Foreclosure home sales in the Midwest region added some notch last month, driven by the abundance of bank owned foreclosed home on the market and the drop in market prices. For the first time since September last year, home sales in the Midwest region rose by 3 percent.

Federal Reserve Bank of Kansas City senior economist Kelly Edmiston said that current developments are indications that home sales are starting to move off the bottom.

Industry experts said that the volume of bank foreclosed home in the market has pressured market prices to go down to their all time low levels. This makes home prices so much affordable compared with previous years that buyers sense that the market is at a bottom. This motivated them to make home purchases thinking that now is the right time.

The 12-state Midwest region posted a 9 percent drop in the median sales price on a year-to-year basis. The $157,000 median price was further influenced by sellers becoming more aware of the real state of the market and the large backlog of distressed properties.

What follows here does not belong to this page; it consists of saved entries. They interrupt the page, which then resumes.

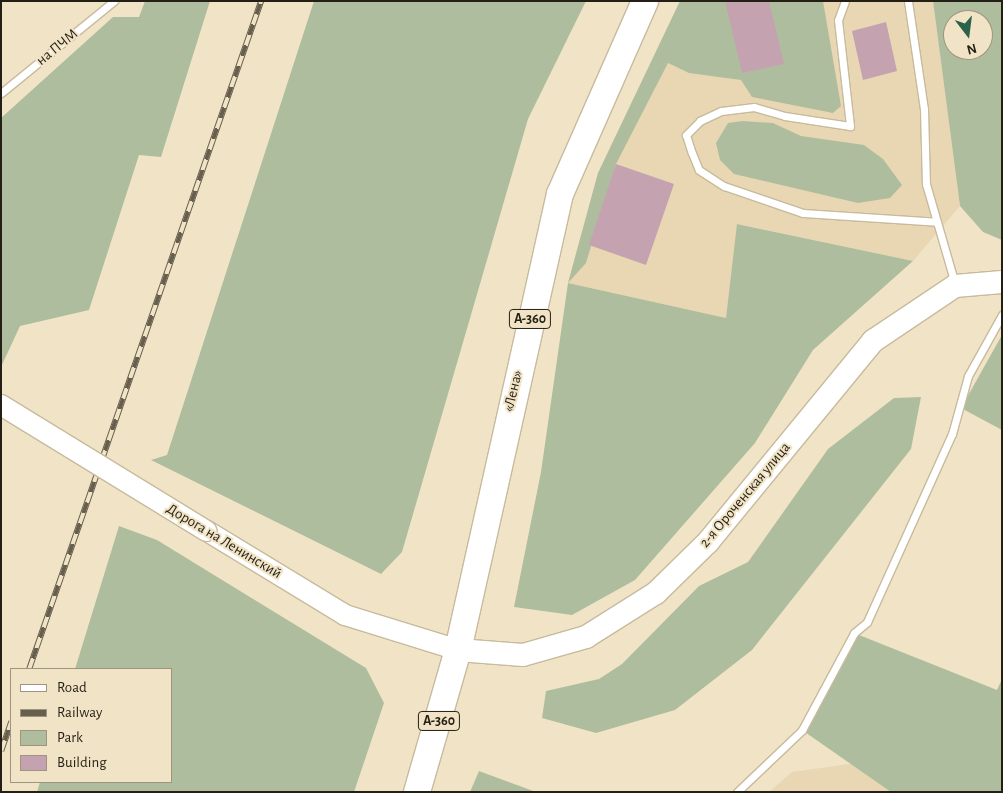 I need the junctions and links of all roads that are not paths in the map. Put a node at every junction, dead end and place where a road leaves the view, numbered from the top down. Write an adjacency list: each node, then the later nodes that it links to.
1 (114, 1): 5 (lane, на ПЧМ)
2 (645, 1): 11 (highway, «Лена» / А-360)
3 (845, 1): 6 (lane)
4 (908, 1): 6 (lane)
5 (1, 93)
6 (937, 222): 8 (lane)
7 (1002, 282): 8 (main road, 2-я Ороченская улица)
8 (955, 286): 11 (main road, 2-я Ороченская улица)
9 (1002, 315): 13 (lane)
10 (1, 405): 11 (street, Дорога на Ленинский, bridge)
11 (458, 650): 12 (highway, «Лена» / А-360)
12 (417, 792)
13 (737, 792)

According to market data, home sales gains were reported on all 12 cities in the Midwest region for three consecutive months. On a year-to-date basis, existing home sales were still dropping in eight out of the 12 metropolitan statistical areas in the region last month. However, only Omaha, Nebraska and Cleveland, Ohio posted double-digit losses whereas in May, nine cities reported double-digit decline.

Data also showed that median home prices drop across the region as buyers continue to sift through the large inventories of bank foreclosed home. The biggest home sales gains were still happening in Detroit, Michigan and Minneapolis, Minnesota where buyers continue to grab foreclosed properties in a market that showed dramatic decline in median home sales prices.

In Detroit, home resales increased by almost 21 percent on a year-to-year basis last month. But the median home sale price outperformed home sales gains by dropping almost 45 percent to $50,500, the biggest decline nationwide.

In Minneapolis, home sales rose by 8 percent while the city’s median price dropped by 11 percent to almost $174,000.
The volume of bank foreclosed home and low median sale price failed to buoy up home sales in Cleveland and Chicago, posting 14 percent and 8 percent drops, respectively.